*** Opening of LISTED ENTRIES ***

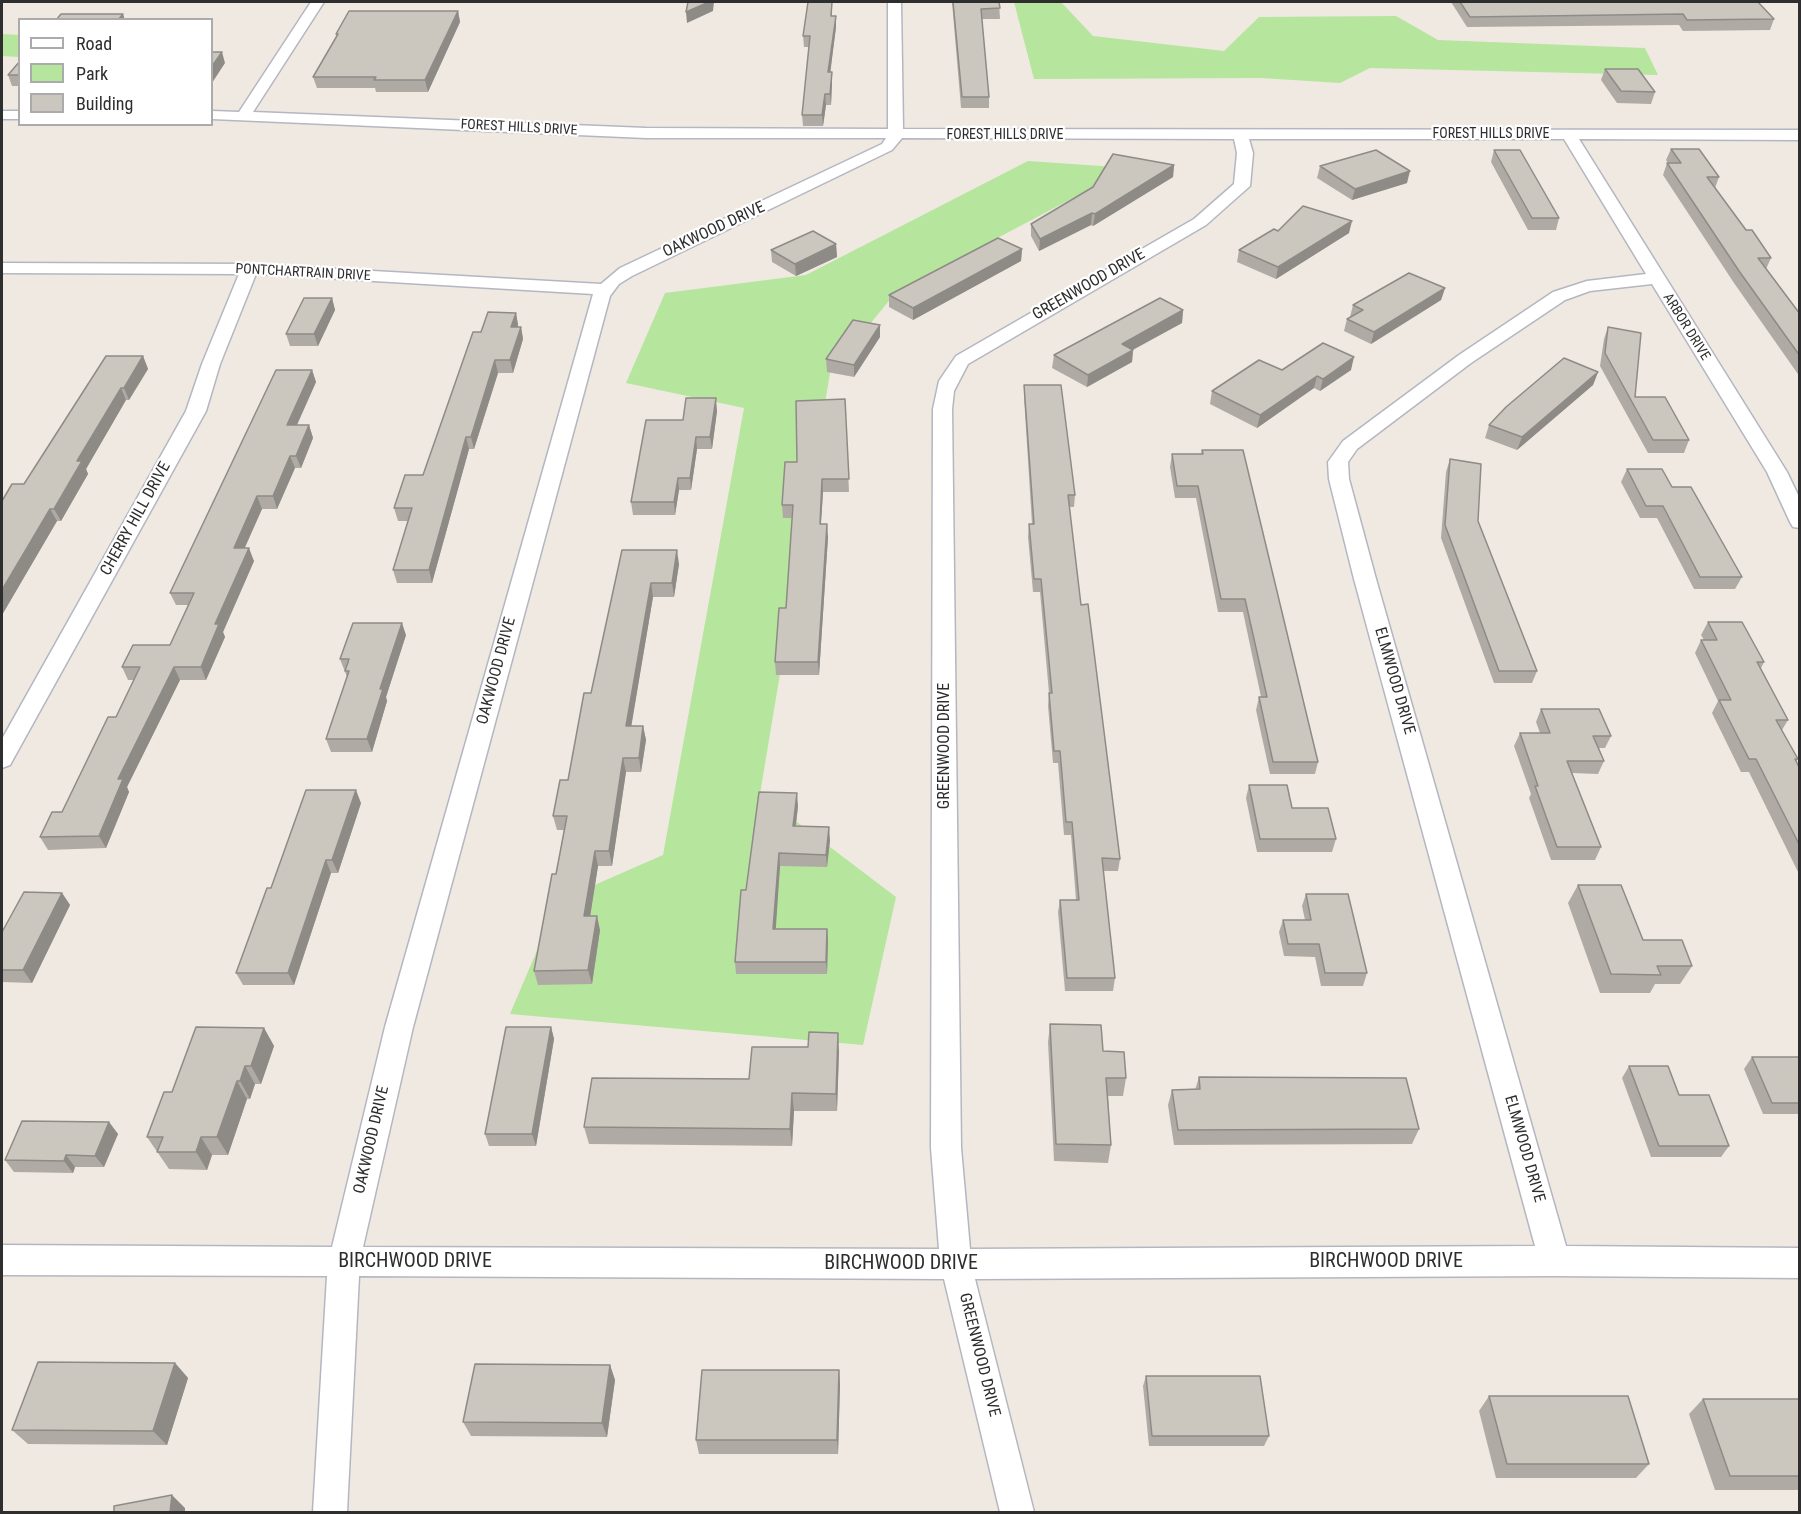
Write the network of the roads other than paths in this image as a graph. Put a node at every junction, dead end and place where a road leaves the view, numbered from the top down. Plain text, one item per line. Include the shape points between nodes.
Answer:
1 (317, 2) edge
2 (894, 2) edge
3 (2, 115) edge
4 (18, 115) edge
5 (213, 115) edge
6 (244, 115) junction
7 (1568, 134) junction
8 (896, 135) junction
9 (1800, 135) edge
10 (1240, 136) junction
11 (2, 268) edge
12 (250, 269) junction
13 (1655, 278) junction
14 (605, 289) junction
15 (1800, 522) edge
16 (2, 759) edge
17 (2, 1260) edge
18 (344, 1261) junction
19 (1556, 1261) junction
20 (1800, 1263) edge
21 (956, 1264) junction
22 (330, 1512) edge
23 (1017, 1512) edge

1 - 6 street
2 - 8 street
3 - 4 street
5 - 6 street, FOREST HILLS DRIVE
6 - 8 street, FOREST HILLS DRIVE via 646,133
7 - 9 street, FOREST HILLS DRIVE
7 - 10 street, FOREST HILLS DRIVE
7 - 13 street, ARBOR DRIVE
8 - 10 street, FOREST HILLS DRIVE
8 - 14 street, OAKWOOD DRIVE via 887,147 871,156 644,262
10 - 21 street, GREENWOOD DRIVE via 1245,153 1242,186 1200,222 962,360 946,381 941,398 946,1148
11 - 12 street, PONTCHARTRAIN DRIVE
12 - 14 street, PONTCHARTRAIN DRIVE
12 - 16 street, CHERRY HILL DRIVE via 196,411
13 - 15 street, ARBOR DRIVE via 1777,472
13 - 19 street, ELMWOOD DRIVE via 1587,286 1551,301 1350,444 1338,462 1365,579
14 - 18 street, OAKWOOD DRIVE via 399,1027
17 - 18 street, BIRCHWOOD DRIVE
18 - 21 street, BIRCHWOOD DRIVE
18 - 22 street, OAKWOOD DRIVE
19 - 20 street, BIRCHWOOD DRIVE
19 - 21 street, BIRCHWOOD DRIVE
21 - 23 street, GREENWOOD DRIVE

*** Close of LISTED ENTRIES ***

**TASK DESCRIPTION:**
Copy out all the data above exactly, pictures excluded.

**REPLY:**
Write the network of the roads other than paths in this image as a graph. Put a node at every junction, dead end and place where a road leaves the view, numbered from the top down. Plain text, one item per line. Include the shape points between nodes.
Answer:
1 (317, 2) edge
2 (894, 2) edge
3 (2, 115) edge
4 (18, 115) edge
5 (213, 115) edge
6 (244, 115) junction
7 (1568, 134) junction
8 (896, 135) junction
9 (1800, 135) edge
10 (1240, 136) junction
11 (2, 268) edge
12 (250, 269) junction
13 (1655, 278) junction
14 (605, 289) junction
15 (1800, 522) edge
16 (2, 759) edge
17 (2, 1260) edge
18 (344, 1261) junction
19 (1556, 1261) junction
20 (1800, 1263) edge
21 (956, 1264) junction
22 (330, 1512) edge
23 (1017, 1512) edge

1 - 6 street
2 - 8 street
3 - 4 street
5 - 6 street, FOREST HILLS DRIVE
6 - 8 street, FOREST HILLS DRIVE via 646,133
7 - 9 street, FOREST HILLS DRIVE
7 - 10 street, FOREST HILLS DRIVE
7 - 13 street, ARBOR DRIVE
8 - 10 street, FOREST HILLS DRIVE
8 - 14 street, OAKWOOD DRIVE via 887,147 871,156 644,262
10 - 21 street, GREENWOOD DRIVE via 1245,153 1242,186 1200,222 962,360 946,381 941,398 946,1148
11 - 12 street, PONTCHARTRAIN DRIVE
12 - 14 street, PONTCHARTRAIN DRIVE
12 - 16 street, CHERRY HILL DRIVE via 196,411
13 - 15 street, ARBOR DRIVE via 1777,472
13 - 19 street, ELMWOOD DRIVE via 1587,286 1551,301 1350,444 1338,462 1365,579
14 - 18 street, OAKWOOD DRIVE via 399,1027
17 - 18 street, BIRCHWOOD DRIVE
18 - 21 street, BIRCHWOOD DRIVE
18 - 22 street, OAKWOOD DRIVE
19 - 20 street, BIRCHWOOD DRIVE
19 - 21 street, BIRCHWOOD DRIVE
21 - 23 street, GREENWOOD DRIVE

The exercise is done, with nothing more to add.